Sidewalk maker: Manuel Medis

Manuel D. Medis was born in Massachusetts to Manuel Medis, a Portuguese immigrant, and his wife Ella, a local of Portuguese descent, on 17 September 1895. He was the oldest of four children when the family moved to Oakland, where they were counted in the 1910 census. He served in the military during the first world war, after which he married an Ohio girl named Sylvia Mae Quickle.
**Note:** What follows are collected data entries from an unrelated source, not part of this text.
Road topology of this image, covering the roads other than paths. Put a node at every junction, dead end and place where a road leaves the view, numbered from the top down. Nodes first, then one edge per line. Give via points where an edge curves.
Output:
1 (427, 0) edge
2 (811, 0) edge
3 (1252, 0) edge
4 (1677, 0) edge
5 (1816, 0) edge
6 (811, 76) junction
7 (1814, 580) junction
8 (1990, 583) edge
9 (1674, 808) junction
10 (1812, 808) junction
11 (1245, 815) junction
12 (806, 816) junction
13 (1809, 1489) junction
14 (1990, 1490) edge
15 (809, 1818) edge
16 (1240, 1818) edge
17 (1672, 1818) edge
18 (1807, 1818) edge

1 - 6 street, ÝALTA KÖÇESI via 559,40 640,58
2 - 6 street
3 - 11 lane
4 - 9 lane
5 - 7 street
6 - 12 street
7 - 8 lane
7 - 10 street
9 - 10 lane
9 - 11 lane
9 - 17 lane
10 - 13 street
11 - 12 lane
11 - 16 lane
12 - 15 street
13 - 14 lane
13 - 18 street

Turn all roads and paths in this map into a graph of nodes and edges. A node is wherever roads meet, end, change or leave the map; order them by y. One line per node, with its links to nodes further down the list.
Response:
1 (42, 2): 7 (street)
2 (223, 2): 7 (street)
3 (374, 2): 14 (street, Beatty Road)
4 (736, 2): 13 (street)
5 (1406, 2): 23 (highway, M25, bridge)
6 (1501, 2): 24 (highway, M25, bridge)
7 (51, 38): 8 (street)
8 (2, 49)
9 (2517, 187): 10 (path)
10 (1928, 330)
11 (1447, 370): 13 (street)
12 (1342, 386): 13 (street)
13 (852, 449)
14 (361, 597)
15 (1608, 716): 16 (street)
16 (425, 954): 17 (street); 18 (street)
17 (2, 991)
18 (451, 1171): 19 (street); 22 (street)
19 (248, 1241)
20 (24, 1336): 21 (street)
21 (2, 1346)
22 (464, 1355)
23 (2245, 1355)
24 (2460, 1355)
Medis got into the concrete business right away. He was listed in the 1922 directory at 3806 Hopkins, in the Laurel district. As of 1924 he and Sylvia were living at 2427 Scenic Avenue, where they stayed the rest of their lives. The house is a typical working-class dwelling, though it’s been added on to since the 1960s.

2427scenicave-medis

In the 1925 directory he was listed as part of a team, “Medis and Rose,” with an older cement worker named Manuel Rose. No marks from that pair survive, and they may not have used a stamp. Be that as it may, Medis the solo practitioner left his stamp on sidewalks all over Oakland. It never changed.

m-medis29

I’ve documented examples dating from 1927 to 1940.

m-medis40

I don’t know much much longer he practiced, but he was listed in the 1941 directory. He would have been in his mid-forties.

Manuel Medis died in 1954, and Sylvia stayed on at the Scenic Avenue house until her death in 1968. They seem to have been childless, but perhaps his three sisters stayed in town and supplied them with nieces and nephews. He’s buried in Golden Gate National Cemetery next to Sylvia.